### [What this task involves]
Write the entries out again in full and unchanged, dropping every image.

### [Provided material]
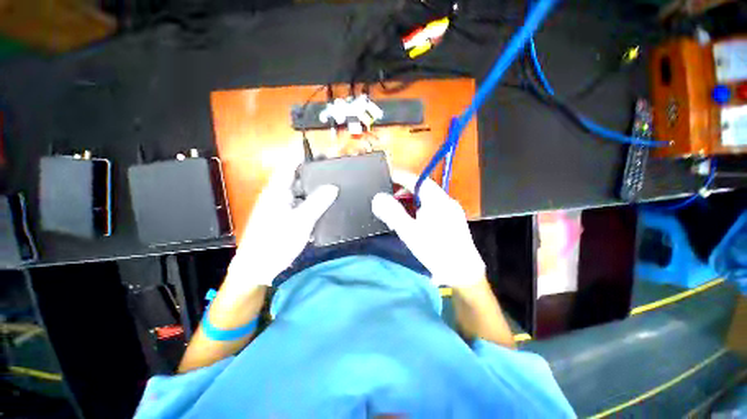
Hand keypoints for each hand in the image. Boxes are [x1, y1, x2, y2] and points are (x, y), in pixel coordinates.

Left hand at [225, 148, 337, 289]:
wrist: (257, 269)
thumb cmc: (275, 243)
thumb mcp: (301, 222)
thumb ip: (317, 203)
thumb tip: (333, 187)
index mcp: (277, 190)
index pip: (291, 164)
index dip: (305, 155)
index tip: (323, 153)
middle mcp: (278, 194)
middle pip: (298, 177)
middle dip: (315, 174)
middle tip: (334, 173)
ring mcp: (280, 206)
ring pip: (300, 192)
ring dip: (315, 190)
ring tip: (333, 189)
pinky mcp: (284, 217)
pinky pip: (300, 204)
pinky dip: (311, 203)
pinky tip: (323, 208)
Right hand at [372, 170, 484, 286]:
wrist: (463, 272)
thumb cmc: (435, 250)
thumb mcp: (409, 232)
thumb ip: (392, 213)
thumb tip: (378, 198)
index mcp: (436, 199)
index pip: (416, 180)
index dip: (401, 176)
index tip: (388, 176)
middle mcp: (446, 200)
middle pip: (423, 188)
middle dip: (405, 190)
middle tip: (391, 197)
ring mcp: (452, 210)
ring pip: (429, 198)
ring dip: (413, 199)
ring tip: (401, 209)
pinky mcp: (454, 219)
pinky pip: (435, 206)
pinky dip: (422, 207)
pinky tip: (417, 218)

### [Answer below]
Hand keypoints for each hand in the image. Boxes are [x1, y1, x2, y2] and points are (x, y), in pixel coordinates.

Left hand at [225, 148, 337, 289]:
wrist: (257, 269)
thumb cmc: (275, 243)
thumb mcp: (301, 222)
thumb ip: (317, 203)
thumb tip: (333, 187)
index mcp: (277, 190)
index pip: (291, 164)
index dip: (305, 155)
index tip: (323, 153)
middle mcp: (278, 194)
middle pip: (298, 177)
middle dip: (315, 174)
middle tip: (334, 173)
ring mcp: (280, 206)
ring pip: (300, 192)
ring dip: (315, 190)
ring tip: (333, 189)
pinky mcp: (284, 217)
pinky pip: (300, 204)
pinky dip: (311, 203)
pinky tip: (323, 208)
Right hand at [372, 170, 484, 286]:
wrist: (463, 272)
thumb cmc: (435, 250)
thumb mcp: (409, 232)
thumb ip: (392, 213)
thumb tip: (378, 198)
index mcp: (436, 199)
index pip: (416, 180)
index dip: (401, 176)
index tip: (388, 176)
middle mcp: (446, 200)
middle pip: (423, 188)
middle dip: (405, 190)
middle tip: (391, 197)
ring mcp: (452, 210)
ring pip: (429, 198)
ring dip: (413, 199)
ring tip: (401, 209)
pinky mcp: (454, 219)
pinky pip: (435, 206)
pinky dip: (422, 207)
pinky tip: (417, 218)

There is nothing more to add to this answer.